[Stored data]
■ ■ ■ ■ ■ ■ ■

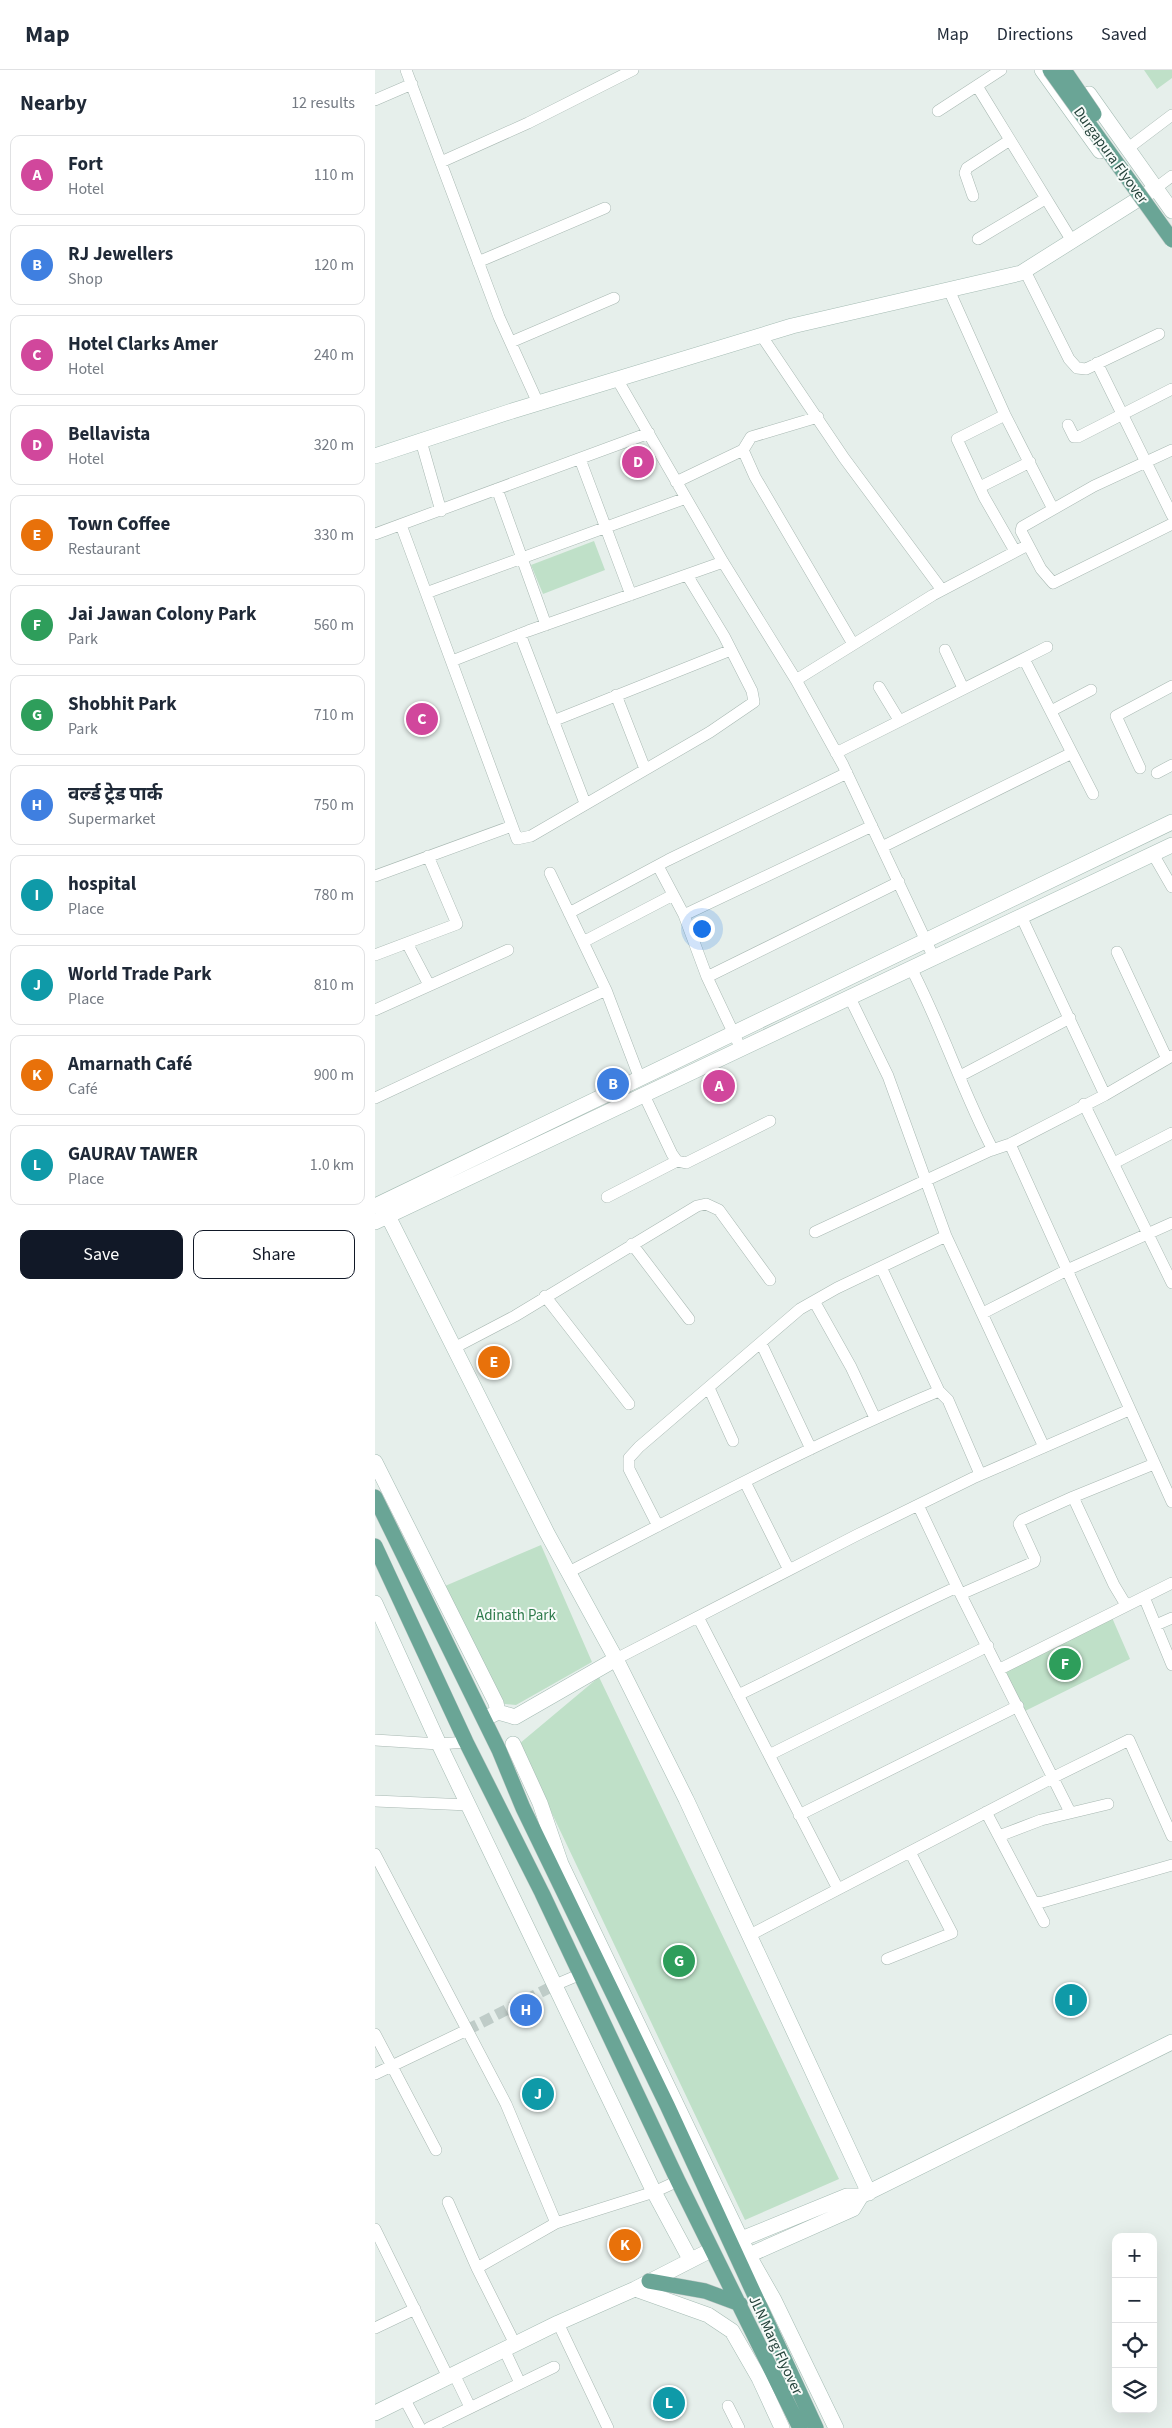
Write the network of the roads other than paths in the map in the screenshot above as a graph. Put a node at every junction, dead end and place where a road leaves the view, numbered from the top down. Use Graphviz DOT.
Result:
graph roads {
  1 [pos="407,70"];
  2 [pos="633,70"];
  3 [pos="1001,70"];
  4 [pos="1042,70"];
  5 [pos="1050,70"];
  6 [pos="1064,70"];
  7 [pos="1073,70"];
  8 [pos="412,84"];
  9 [pos="977,86"];
  10 [pos="375,100"];
  11 [pos="937,111"];
  12 [pos="1172,115"];
  13 [pos="1009,140"];
  14 [pos="1127,148"];
  15 [pos="441,162"];
  16 [pos="1172,176"];
  17 [pos="1156,188"];
  18 [pos="973,196"];
  19 [pos="1045,199"];
  20 [pos="1137,200"];
  21 [pos="605,208"];
  22 [pos="1172,211"];
  23 [pos="1172,222"];
  24 [pos="978,239"];
  25 [pos="1172,240"];
  26 [pos="1072,241"];
  27 [pos="1172,249"];
  28 [pos="478,262"];
  29 [pos="1025,271"];
  30 [pos="949,290"];
  31 [pos="614,298"];
  32 [pos="1159,334"];
  33 [pos="761,335"];
  34 [pos="511,342"];
  35 [pos="1097,363"];
  36 [pos="617,378"];
  37 [pos="1172,389"];
  38 [pos="538,403"];
  39 [pos="1005,414"];
  40 [pos="1121,414"];
  41 [pos="818,417"];
  42 [pos="1068,426"];
  43 [pos="649,433"];
  44 [pos="421,441"];
  45 [pos="743,450"];
  46 [pos="1172,450"];
  47 [pos="375,456"];
  48 [pos="580,459"];
  49 [pos="1030,462"];
  50 [pos="1145,462"];
  51 [pos="676,482"];
  52 [pos="980,487"];
  53 [pos="497,490"];
  54 [pos="686,498"];
  55 [pos="1053,509"];
  56 [pos="441,511"];
  57 [pos="1172,515"];
  58 [pos="1172,524"];
  59 [pos="401,525"];
  60 [pos="606,528"];
  61 [pos="375,534"];
  62 [pos="1028,545"];
  63 [pos="1015,551"];
  64 [pos="521,559"];
  65 [pos="723,562"];
  66 [pos="687,574"];
  67 [pos="942,590"];
  68 [pos="426,593"];
  69 [pos="631,595"];
  70 [pos="546,625"];
  71 [pos="520,634"];
  72 [pos="853,644"];
  73 [pos="1047,647"];
  74 [pos="731,650"];
  75 [pos="945,650"];
  76 [pos="1024,659"];
  77 [pos="452,661"];
  78 [pos="796,680"];
  79 [pos="1172,686"];
  80 [pos="879,687"];
  81 [pos="963,688"];
  82 [pos="1091,690"];
  83 [pos="616,696"];
  84 [pos="1051,710"];
  85 [pos="553,720"];
  86 [pos="899,720"];
  87 [pos="836,753"];
  88 [pos="1072,753"];
  89 [pos="1172,765"];
  90 [pos="1140,768"];
  91 [pos="645,769"];
  92 [pos="847,773"];
  93 [pos="1157,773"];
  94 [pos="1093,794"];
  95 [pos="585,803"];
  96 [pos="1172,822"];
  97 [pos="512,826"];
  98 [pos="872,826"];
  99 [pos="1172,845"];
  100 [pos="882,847"];
  101 [pos="1153,854"];
  102 [pos="427,856"];
  103 [pos="658,866"];
  104 [pos="549,873"];
  105 [pos="375,876"];
  106 [pos="899,882"];
  107 [pos="1172,887"];
  108 [pos="673,895"];
  109 [pos="569,913"];
  110 [pos="684,914"];
  111 [pos="1021,916"];
  112 [pos="926,941"];
  113 [pos="583,942"];
  114 [pos="407,943"];
  115 [pos="508,950"];
  116 [pos="1117,952"];
  117 [pos="375,955"];
  118 [pos="934,958"];
  119 [pos="911,968"];
  120 [pos="707,977"];
  121 [pos="429,985"];
  122 [pos="607,990"];
  123 [pos="850,998"];
  124 [pos="375,1010"];
  125 [pos="1070,1018"];
  126 [pos="733,1034"];
  127 [pos="741,1049"];
  128 [pos="1169,1057"];
  129 [pos="960,1076"];
  130 [pos="640,1079"];
  131 [pos="644,1095"];
  132 [pos="1105,1095"];
  133 [pos="375,1098"];
  134 [pos="1084,1104"];
  135 [pos="770,1122"];
  136 [pos="1172,1133"];
  137 [pos="1010,1144"];
  138 [pos="993,1150"];
  139 [pos="677,1161"];
  140 [pos="1114,1163"];
  141 [pos="925,1180"];
  142 [pos="607,1197"];
  143 [pos="375,1206"];
  144 [pos="382,1219"];
  145 [pos="1172,1223"];
  146 [pos="815,1232"];
  147 [pos="1149,1233"];
  148 [pos="946,1236"];
  149 [pos="632,1244"];
  150 [pos="881,1267"];
  151 [pos="1067,1270"];
  152 [pos="770,1280"];
  153 [pos="1172,1284"];
  154 [pos="545,1296"];
  155 [pos="814,1301"];
  156 [pos="983,1313"];
  157 [pos="689,1318"];
  158 [pos="761,1343"];
  159 [pos="454,1348"];
  160 [pos="709,1388"];
  161 [pos="939,1391"];
  162 [pos="629,1404"];
  163 [pos="1129,1410"];
  164 [pos="875,1418"];
  165 [pos="733,1441"];
  166 [pos="1045,1447"];
  167 [pos="811,1449"];
  168 [pos="375,1462"];
  169 [pos="1154,1464"];
  170 [pos="980,1474"];
  171 [pos="745,1482"];
  172 [pos="1170,1495"];
  173 [pos="375,1497"];
  174 [pos="1073,1497"];
  175 [pos="918,1505"];
  176 [pos="658,1526"];
  177 [pos="375,1546"];
  178 [pos="789,1570"];
  179 [pos="569,1572"];
  180 [pos="1172,1583"];
  181 [pos="959,1591"];
  182 [pos="1144,1597"];
  183 [pos="375,1603"];
  184 [pos="1127,1605"];
  185 [pos="698,1617"];
  186 [pos="1172,1618"];
  187 [pos="1156,1625"];
  188 [pos="988,1646"];
  189 [pos="616,1660"];
  190 [pos="1172,1665"];
  191 [pos="1000,1669"];
  192 [pos="738,1695"];
  193 [pos="1018,1706"];
  194 [pos="498,1712"];
  195 [pos="515,1718"];
  196 [pos="483,1720"];
  197 [pos="375,1740"];
  198 [pos="466,1742"];
  199 [pos="439,1744"];
  200 [pos="513,1744"];
  201 [pos="499,1750"];
  202 [pos="769,1755"];
  203 [pos="1054,1777"];
  204 [pos="466,1799"];
  205 [pos="375,1801"];
  206 [pos="1108,1804"];
  207 [pos="986,1812"];
  208 [pos="1070,1812"];
  209 [pos="799,1815"];
  210 [pos="540,1828"];
  211 [pos="999,1836"];
  212 [pos="1172,1836"];
  213 [pos="910,1852"];
  214 [pos="375,1854"];
  215 [pos="1172,1865"];
  216 [pos="838,1889"];
  217 [pos="1033,1901"];
  218 [pos="1044,1922"];
  219 [pos="750,1935"];
  220 [pos="887,1958"];
  221 [pos="581,1974"];
  222 [pos="555,1985"];
  223 [pos="467,2030"];
  224 [pos="375,2034"];
  225 [pos="1172,2042"];
  226 [pos="391,2067"];
  227 [pos="375,2074"];
  228 [pos="436,2150"];
  229 [pos="678,2182"];
  230 [pos="655,2192"];
  231 [pos="865,2194"];
  232 [pos="448,2202"];
  233 [pos="556,2223"];
  234 [pos="375,2229"];
  235 [pos="736,2242"];
  236 [pos="378,2243"];
  237 [pos="711,2250"];
  238 [pos="743,2258"];
  239 [pos="690,2259"];
  240 [pos="477,2268"];
  241 [pos="649,2281"];
  242 [pos="635,2289"];
  243 [pos="740,2304"];
  244 [pos="415,2309"];
  245 [pos="558,2322"];
  246 [pos="375,2328"];
  247 [pos="509,2346"];
  248 [pos="555,2367"];
  249 [pos="451,2375"];
  250 [pos="520,2383"];
  251 [pos="404,2398"];
  252 [pos="728,2406"];
  253 [pos="469,2407"];
  254 [pos="375,2413"];
  255 [pos="420,2428"];
  256 [pos="429,2428"];
  257 [pos="608,2428"];
  258 [pos="739,2428"];
  259 [pos="782,2428"];
  260 [pos="800,2428"];
  261 [pos="816,2428"];
  262 [pos="836,2428"];
  1 -- 8 [label="street"];
  2 -- 15 [label="street"];
  3 -- 9 [label="street"];
  4 -- 20 [label="street"];
  5 -- 25 [label="main road, Durgapura Flyover, bridge"];
  6 -- 23 [label="main road, Durgapura Flyover, bridge"];
  7 -- 14 [label="street"];
  8 -- 10 [label="street"];
  8 -- 15 [label="street"];
  9 -- 11 [label="street"];
  9 -- 13 [label="street"];
  12 -- 14 [label="street"];
  13 -- 18 [label="street"];
  13 -- 19 [label="street"];
  14 -- 17 [label="street"];
  15 -- 28 [label="street"];
  16 -- 17 [label="street"];
  17 -- 20 [label="street"];
  17 -- 22 [label="street"];
  19 -- 24 [label="street"];
  19 -- 26 [label="street"];
  20 -- 26 [label="street"];
  20 -- 27 [label="street"];
  21 -- 28 [label="street"];
  26 -- 29 [label="street"];
  28 -- 34 [label="street"];
  29 -- 30 [label="street"];
  29 -- 35 [label="street"];
  30 -- 33 [label="street"];
  30 -- 39 [label="street"];
  31 -- 34 [label="street"];
  32 -- 35 [label="street"];
  33 -- 36 [label="street"];
  33 -- 41 [label="street"];
  34 -- 38 [label="street"];
  35 -- 40 [label="street"];
  36 -- 38 [label="street"];
  36 -- 43 [label="street"];
  37 -- 40 [label="street"];
  38 -- 44 [label="street"];
  39 -- 49 [label="street"];
  39 -- 52 [label="street"];
  40 -- 42 [label="street"];
  40 -- 50 [label="street"];
  41 -- 45 [label="street"];
  41 -- 67 [label="street"];
  43 -- 48 [label="street"];
  43 -- 51 [label="street"];
  44 -- 47 [label="street"];
  44 -- 56 [label="street"];
  45 -- 51 [label="street"];
  45 -- 72 [label="street"];
  46 -- 50 [label="street"];
  48 -- 53 [label="street"];
  48 -- 60 [label="street"];
  49 -- 52 [label="street"];
  49 -- 55 [label="street"];
  50 -- 55 [label="street"];
  50 -- 57 [label="street"];
  51 -- 54 [label="street"];
  52 -- 63 [label="street"];
  53 -- 56 [label="street"];
  53 -- 64 [label="street"];
  54 -- 60 [label="street"];
  54 -- 65 [label="street"];
  55 -- 62 [label="street"];
  56 -- 59 [label="street"];
  58 -- 62 [label="street"];
  59 -- 61 [label="street"];
  59 -- 68 [label="street"];
  60 -- 64 [label="street"];
  60 -- 69 [label="street"];
  62 -- 63 [label="street"];
  63 -- 67 [label="street"];
  64 -- 68 [label="street"];
  64 -- 70 [label="street"];
  65 -- 66 [label="street"];
  65 -- 78 [label="street"];
  66 -- 69 [label="street"];
  66 -- 74 [label="street"];
  67 -- 72 [label="street"];
  68 -- 77 [label="street"];
  69 -- 70 [label="street"];
  70 -- 71 [label="street"];
  71 -- 77 [label="street"];
  71 -- 85 [label="street"];
  72 -- 78 [label="street"];
  73 -- 76 [label="street"];
  74 -- 83 [label="street"];
  74 -- 91 [label="street"];
  75 -- 81 [label="street"];
  76 -- 81 [label="street"];
  76 -- 84 [label="street"];
  77 -- 97 [label="street"];
  78 -- 87 [label="street"];
  79 -- 90 [label="street"];
  80 -- 86 [label="street"];
  81 -- 86 [label="street"];
  82 -- 84 [label="street"];
  83 -- 85 [label="street"];
  83 -- 91 [label="street"];
  84 -- 88 [label="street"];
  85 -- 95 [label="street"];
  86 -- 87 [label="street"];
  87 -- 92 [label="street"];
  88 -- 94 [label="street"];
  88 -- 100 [label="street"];
  89 -- 93 [label="street"];
  91 -- 95 [label="street"];
  92 -- 98 [label="street"];
  92 -- 103 [label="street"];
  95 -- 97 [label="street"];
  96 -- 112 [label="street"];
  97 -- 102 [label="street"];
  98 -- 100 [label="street"];
  98 -- 110 [label="street"];
  99 -- 101 [label="street"];
  100 -- 106 [label="street"];
  101 -- 107 [label="street"];
  101 -- 111 [label="street"];
  102 -- 105 [label="street"];
  102 -- 114 [label="street"];
  103 -- 108 [label="street"];
  103 -- 109 [label="street"];
  104 -- 109 [label="street"];
  106 -- 112 [label="street"];
  106 -- 120 [label="street"];
  108 -- 110 [label="street"];
  108 -- 113 [label="street"];
  109 -- 113 [label="street"];
  110 -- 120 [label="street"];
  111 -- 118 [label="street"];
  111 -- 125 [label="street"];
  112 -- 118 [label="street"];
  112 -- 126 [label="street"];
  113 -- 122 [label="street"];
  114 -- 117 [label="street"];
  114 -- 121 [label="street"];
  115 -- 121 [label="street"];
  116 -- 128 [label="street"];
  118 -- 119 [label="street"];
  119 -- 123 [label="street"];
  119 -- 129 [label="street"];
  120 -- 126 [label="street"];
  121 -- 124 [label="street"];
  122 -- 130 [label="street"];
  122 -- 133 [label="street"];
  123 -- 127 [label="street"];
  123 -- 141 [label="street"];
  125 -- 129 [label="street"];
  125 -- 132 [label="street"];
  126 -- 127 [label="street"];
  126 -- 130 [label="street"];
  127 -- 131 [label="street"];
  128 -- 132 [label="street"];
  129 -- 138 [label="street"];
  130 -- 143 [label="street"];
  131 -- 139 [label="street"];
  131 -- 144 [label="street"];
  132 -- 134 [label="street"];
  134 -- 137 [label="street"];
  134 -- 140 [label="street"];
  135 -- 139 [label="street"];
  136 -- 140 [label="street"];
  137 -- 138 [label="street"];
  137 -- 151 [label="street"];
  138 -- 141 [label="street"];
  139 -- 142 [label="street"];
  140 -- 147 [label="street"];
  141 -- 146 [label="street"];
  141 -- 148 [label="street"];
  144 -- 159 [label="street"];
  145 -- 147 [label="street"];
  147 -- 151 [label="street"];
  147 -- 153 [label="street"];
  148 -- 150 [label="street"];
  148 -- 156 [label="street"];
  149 -- 152 [label="street"];
  149 -- 154 [label="street"];
  149 -- 157 [label="street"];
  150 -- 155 [label="street"];
  150 -- 161 [label="street"];
  151 -- 156 [label="street"];
  151 -- 163 [label="street"];
  154 -- 159 [label="street"];
  154 -- 162 [label="street"];
  155 -- 158 [label="street"];
  155 -- 164 [label="street"];
  156 -- 166 [label="street"];
  158 -- 160 [label="street"];
  158 -- 167 [label="street"];
  159 -- 179 [label="street"];
  160 -- 165 [label="street"];
  160 -- 176 [label="street"];
  161 -- 164 [label="street"];
  161 -- 170 [label="street"];
  163 -- 166 [label="street"];
  163 -- 169 [label="street"];
  164 -- 167 [label="street"];
  166 -- 170 [label="street"];
  167 -- 171 [label="street"];
  168 -- 194 [label="street"];
  169 -- 172 [label="street"];
  169 -- 174 [label="street"];
  170 -- 175 [label="street"];
  171 -- 176 [label="street"];
  171 -- 178 [label="street"];
  173 -- 196 [label="main road, JLN Marg Flyover"];
  174 -- 181 [label="street"];
  174 -- 184 [label="street"];
  175 -- 178 [label="street"];
  175 -- 181 [label="street"];
  176 -- 179 [label="street"];
  177 -- 198 [label="main road, JLN Marg Flyover"];
  178 -- 185 [label="street"];
  179 -- 189 [label="street"];
  180 -- 182 [label="street"];
  181 -- 188 [label="street"];
  181 -- 192 [label="street"];
  182 -- 184 [label="street"];
  182 -- 187 [label="street"];
  183 -- 199 [label="street"];
  184 -- 191 [label="street"];
  185 -- 189 [label="street"];
  185 -- 192 [label="street"];
  186 -- 187 [label="street"];
  187 -- 190 [label="street"];
  188 -- 191 [label="street"];
  188 -- 202 [label="street"];
  189 -- 195 [label="street"];
  189 -- 219 [label="street"];
  191 -- 193 [label="street"];
  192 -- 202 [label="street"];
  193 -- 203 [label="street"];
  193 -- 209 [label="street"];
  194 -- 195 [label="street"];
  194 -- 196 [label="street"];
  195 -- 200 [label="street"];
  196 -- 201 [label="main road, JLN Marg Flyover"];
  197 -- 199 [label="street"];
  198 -- 199 [label="street"];
  198 -- 221 [label="main road, JLN Marg Flyover"];
  199 -- 204 [label="street"];
  200 -- 201 [label="street"];
  200 -- 210 [label="street"];
  201 -- 210 [label="main road, JLN Marg Flyover"];
  202 -- 209 [label="street"];
  203 -- 207 [label="street"];
  203 -- 208 [label="street"];
  203 -- 212 [label="street"];
  204 -- 205 [label="street"];
  204 -- 222 [label="street"];
  206 -- 208 [label="street"];
  207 -- 211 [label="street"];
  207 -- 213 [label="street"];
  208 -- 211 [label="street"];
  209 -- 216 [label="street"];
  210 -- 235 [label="main road, JLN Marg Flyover"];
  211 -- 217 [label="street"];
  213 -- 216 [label="street"];
  213 -- 220 [label="street"];
  214 -- 223 [label="street"];
  215 -- 217 [label="street"];
  216 -- 219 [label="street"];
  217 -- 218 [label="street"];
  219 -- 231 [label="street"];
  221 -- 222 [label="street"];
  221 -- 229 [label="main road, JLN Marg Flyover"];
  222 -- 230 [label="street"];
  223 -- 226 [label="street"];
  223 -- 233 [label="street"];
  224 -- 226 [label="street"];
  225 -- 231 [label="street"];
  226 -- 227 [label="street"];
  226 -- 228 [label="street"];
  229 -- 230 [label="street"];
  229 -- 237 [label="main road, JLN Marg Flyover"];
  230 -- 233 [label="street"];
  230 -- 239 [label="street"];
  231 -- 235 [label="street"];
  231 -- 238 [label="street"];
  232 -- 240 [label="street"];
  233 -- 240 [label="street"];
  234 -- 236 [label="street"];
  235 -- 238 [label="main road, JLN Marg Flyover"];
  236 -- 244 [label="street"];
  237 -- 239 [label="street"];
  237 -- 243 [label="main road, JLN Marg Flyover"];
  238 -- 261 [label="main road, JLN Marg Flyover"];
  238 -- 262 [label="street"];
  239 -- 241 [label="street"];
  240 -- 247 [label="street"];
  241 -- 242 [label="street"];
  241 -- 243 [label="main road"];
  242 -- 245 [label="street"];
  242 -- 259 [label="street"];
  243 -- 260 [label="main road, JLN Marg Flyover"];
  244 -- 246 [label="street"];
  244 -- 249 [label="street"];
  245 -- 247 [label="street"];
  245 -- 257 [label="street"];
  247 -- 249 [label="street"];
  247 -- 250 [label="street"];
  248 -- 250 [label="street"];
  249 -- 251 [label="street"];
  249 -- 253 [label="street"];
  250 -- 253 [label="street"];
  251 -- 254 [label="street"];
  251 -- 255 [label="street"];
  252 -- 258 [label="street"];
  253 -- 256 [label="street"];
}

■ ■ ■ ■ ■ ■ ■

EXERCISE GOAL -> Copy out each line from the preceding entries that mentions the word "roads".

ANSWER SECTION ->
Write the network of the roads other than paths in the map in the screenshot above as a graph. Put a node at every junction, dead end and place where a road leaves the view, numbered from the top down. Use Graphviz DOT.
graph roads {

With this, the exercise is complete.